» Exercise
The entries below hold a line with "thumb mcp: (182, 98)" and a line with "pinky tip: (169, 184)". Return those lines and all that lie between them, exactly and only.

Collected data
###

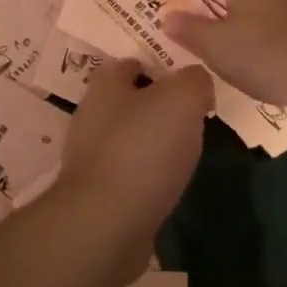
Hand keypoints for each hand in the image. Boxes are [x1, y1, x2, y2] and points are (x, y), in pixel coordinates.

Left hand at [59, 58, 211, 243]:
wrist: (106, 224)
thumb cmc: (143, 149)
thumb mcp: (182, 98)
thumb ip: (194, 80)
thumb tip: (198, 85)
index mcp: (104, 85)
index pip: (129, 62)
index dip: (158, 65)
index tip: (187, 80)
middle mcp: (90, 116)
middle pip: (128, 101)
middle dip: (158, 106)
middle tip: (194, 116)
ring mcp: (89, 157)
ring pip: (129, 138)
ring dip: (154, 143)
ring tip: (187, 152)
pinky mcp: (96, 194)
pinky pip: (128, 173)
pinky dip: (147, 175)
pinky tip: (169, 184)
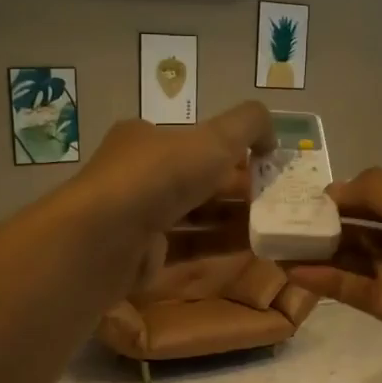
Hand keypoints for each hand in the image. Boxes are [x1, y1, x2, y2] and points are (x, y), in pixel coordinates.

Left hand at [69, 102, 273, 287]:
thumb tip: (271, 135)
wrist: (106, 238)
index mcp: (145, 140)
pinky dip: (217, 247)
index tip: (265, 165)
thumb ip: (249, 125)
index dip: (231, 151)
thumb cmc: (160, 177)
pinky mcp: (140, 257)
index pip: (193, 141)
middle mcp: (137, 177)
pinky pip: (187, 249)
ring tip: (270, 226)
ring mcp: (136, 220)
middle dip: (235, 189)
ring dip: (231, 220)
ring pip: (192, 217)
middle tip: (274, 199)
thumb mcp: (215, 137)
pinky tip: (249, 250)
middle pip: (195, 181)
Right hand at [287, 168, 381, 382]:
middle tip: (289, 222)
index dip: (354, 197)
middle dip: (334, 225)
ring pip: (365, 263)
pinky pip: (363, 293)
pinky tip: (298, 272)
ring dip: (326, 253)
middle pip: (375, 231)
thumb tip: (337, 186)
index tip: (313, 198)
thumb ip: (379, 193)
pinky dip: (333, 282)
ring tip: (282, 245)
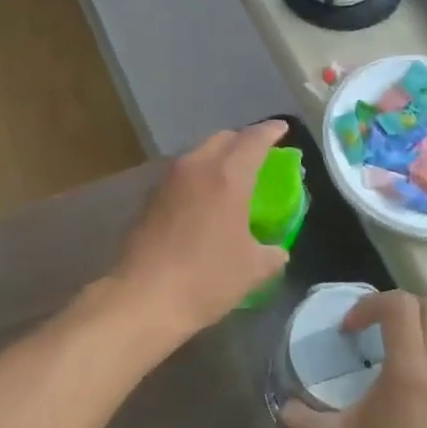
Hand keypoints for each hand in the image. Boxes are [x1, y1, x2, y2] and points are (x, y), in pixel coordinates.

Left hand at [109, 121, 291, 349]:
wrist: (143, 297)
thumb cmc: (206, 279)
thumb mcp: (253, 269)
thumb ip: (272, 252)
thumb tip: (277, 250)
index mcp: (228, 176)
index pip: (254, 139)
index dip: (271, 131)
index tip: (283, 129)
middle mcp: (196, 167)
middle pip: (222, 139)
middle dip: (242, 141)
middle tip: (258, 155)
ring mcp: (168, 181)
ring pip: (198, 154)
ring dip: (217, 158)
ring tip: (231, 177)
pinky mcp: (149, 198)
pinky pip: (181, 175)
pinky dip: (197, 177)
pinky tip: (202, 200)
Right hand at [282, 292, 426, 427]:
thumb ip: (298, 419)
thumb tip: (285, 405)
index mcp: (410, 372)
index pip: (400, 305)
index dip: (369, 304)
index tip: (347, 331)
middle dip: (400, 307)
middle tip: (370, 330)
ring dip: (420, 333)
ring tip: (387, 360)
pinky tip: (407, 403)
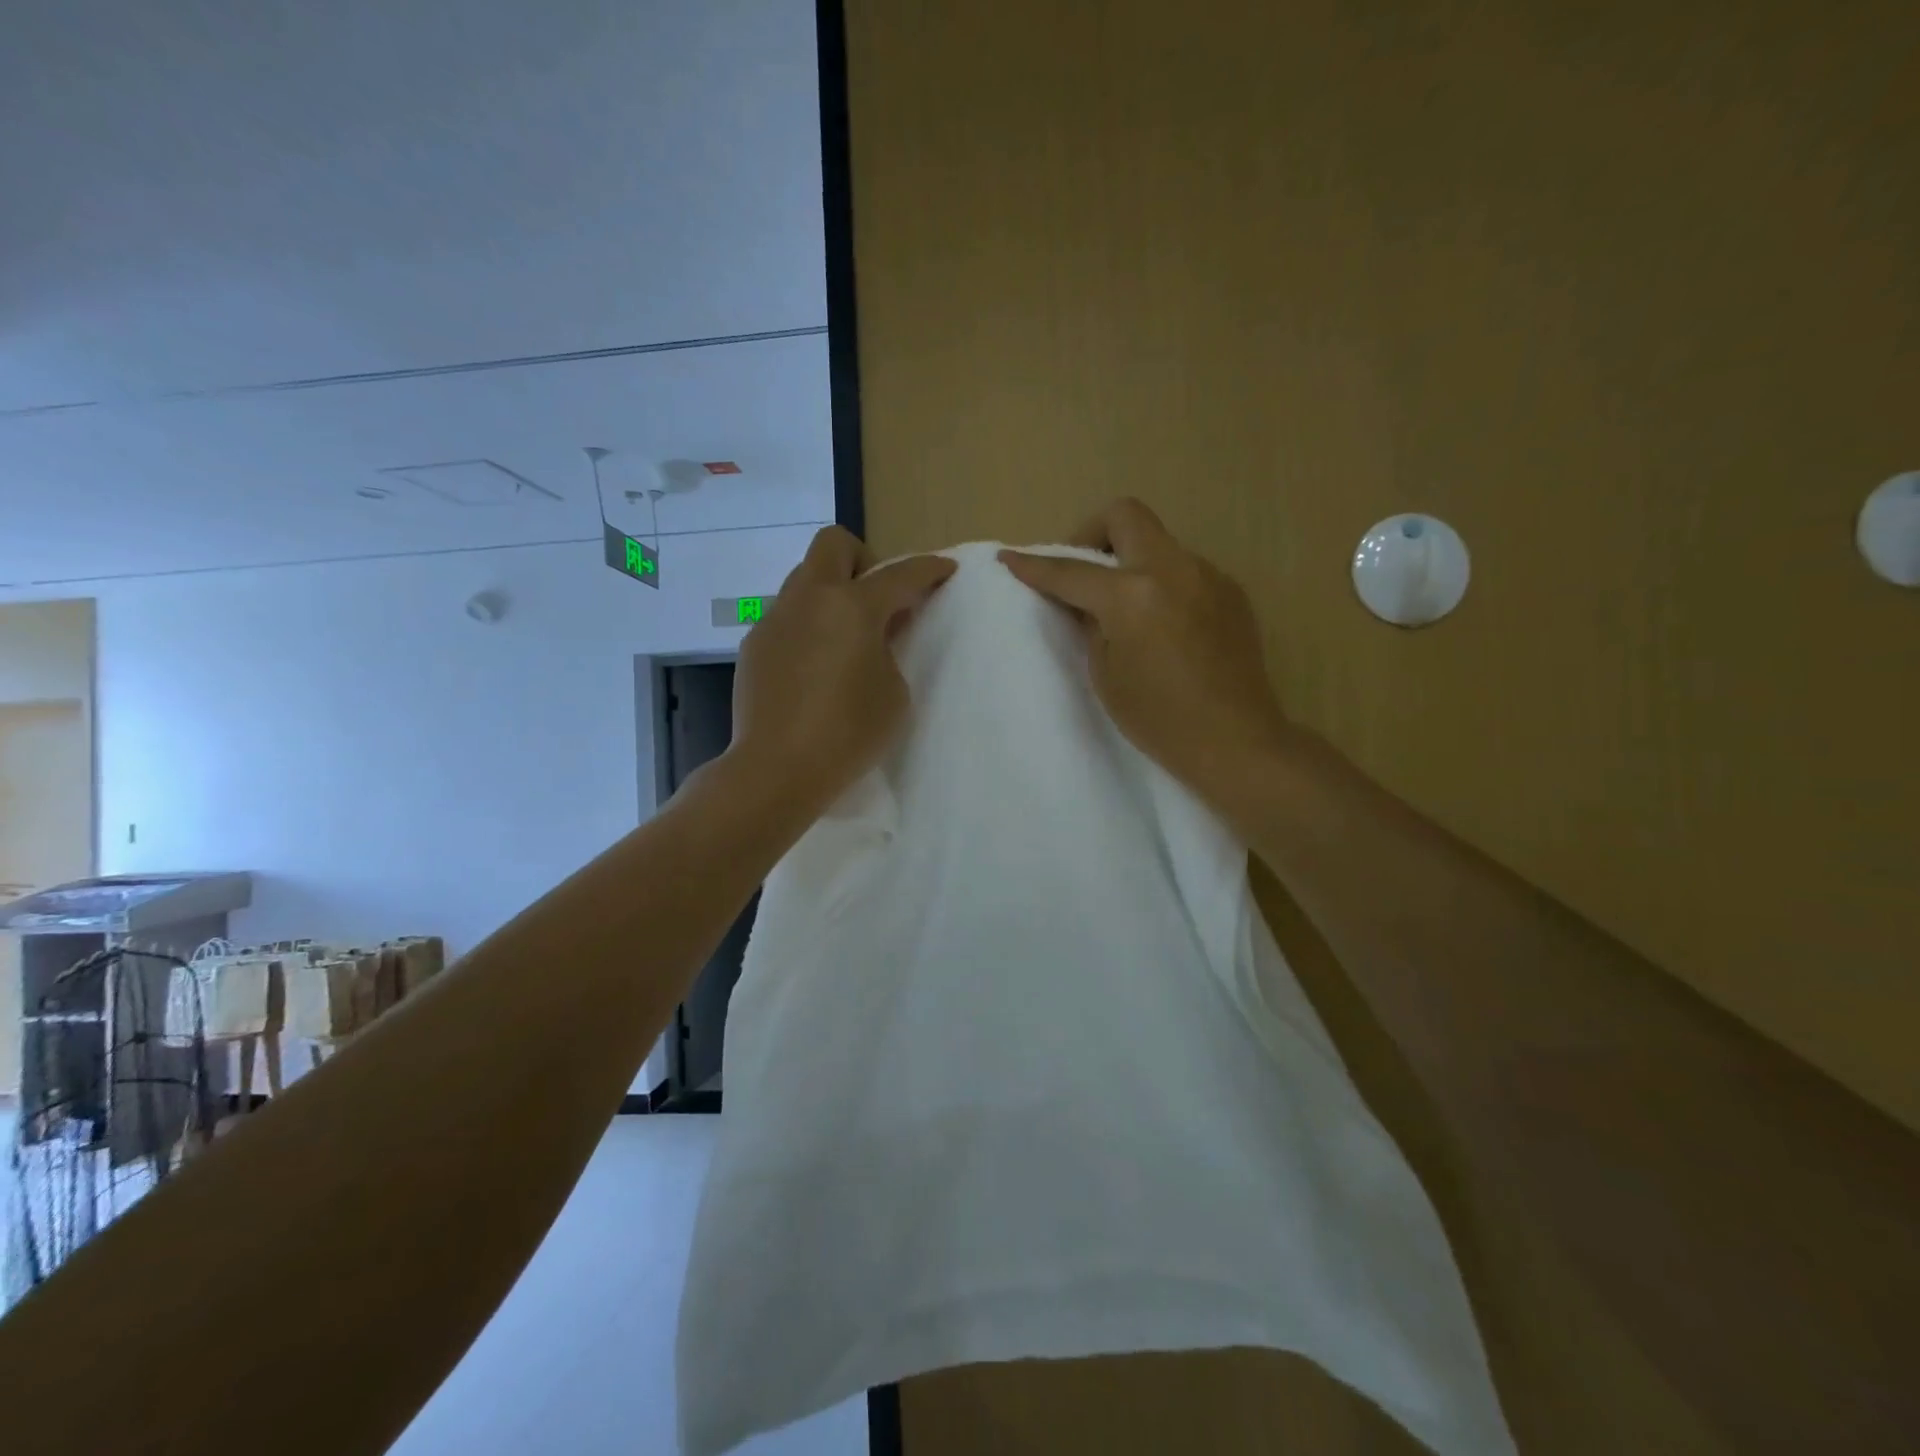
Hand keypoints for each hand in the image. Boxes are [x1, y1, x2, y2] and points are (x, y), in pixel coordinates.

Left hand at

###

» The answer
thumb mcp: (182, 98)
thumb ip: (194, 80)
thumb tip: (198, 85)
index mcp: (104, 85)
index pip: (129, 62)
index dip: (158, 65)
index tip: (187, 80)
middle mcp: (90, 116)
middle pip: (128, 101)
middle dip: (158, 106)
middle tip: (194, 116)
ring mcp: (89, 157)
ring pip: (129, 138)
ring dip: (154, 143)
ring tip: (187, 152)
pinky mcp: (96, 194)
pinky pip: (128, 173)
pinky dip: (147, 175)
pinky tip: (169, 184)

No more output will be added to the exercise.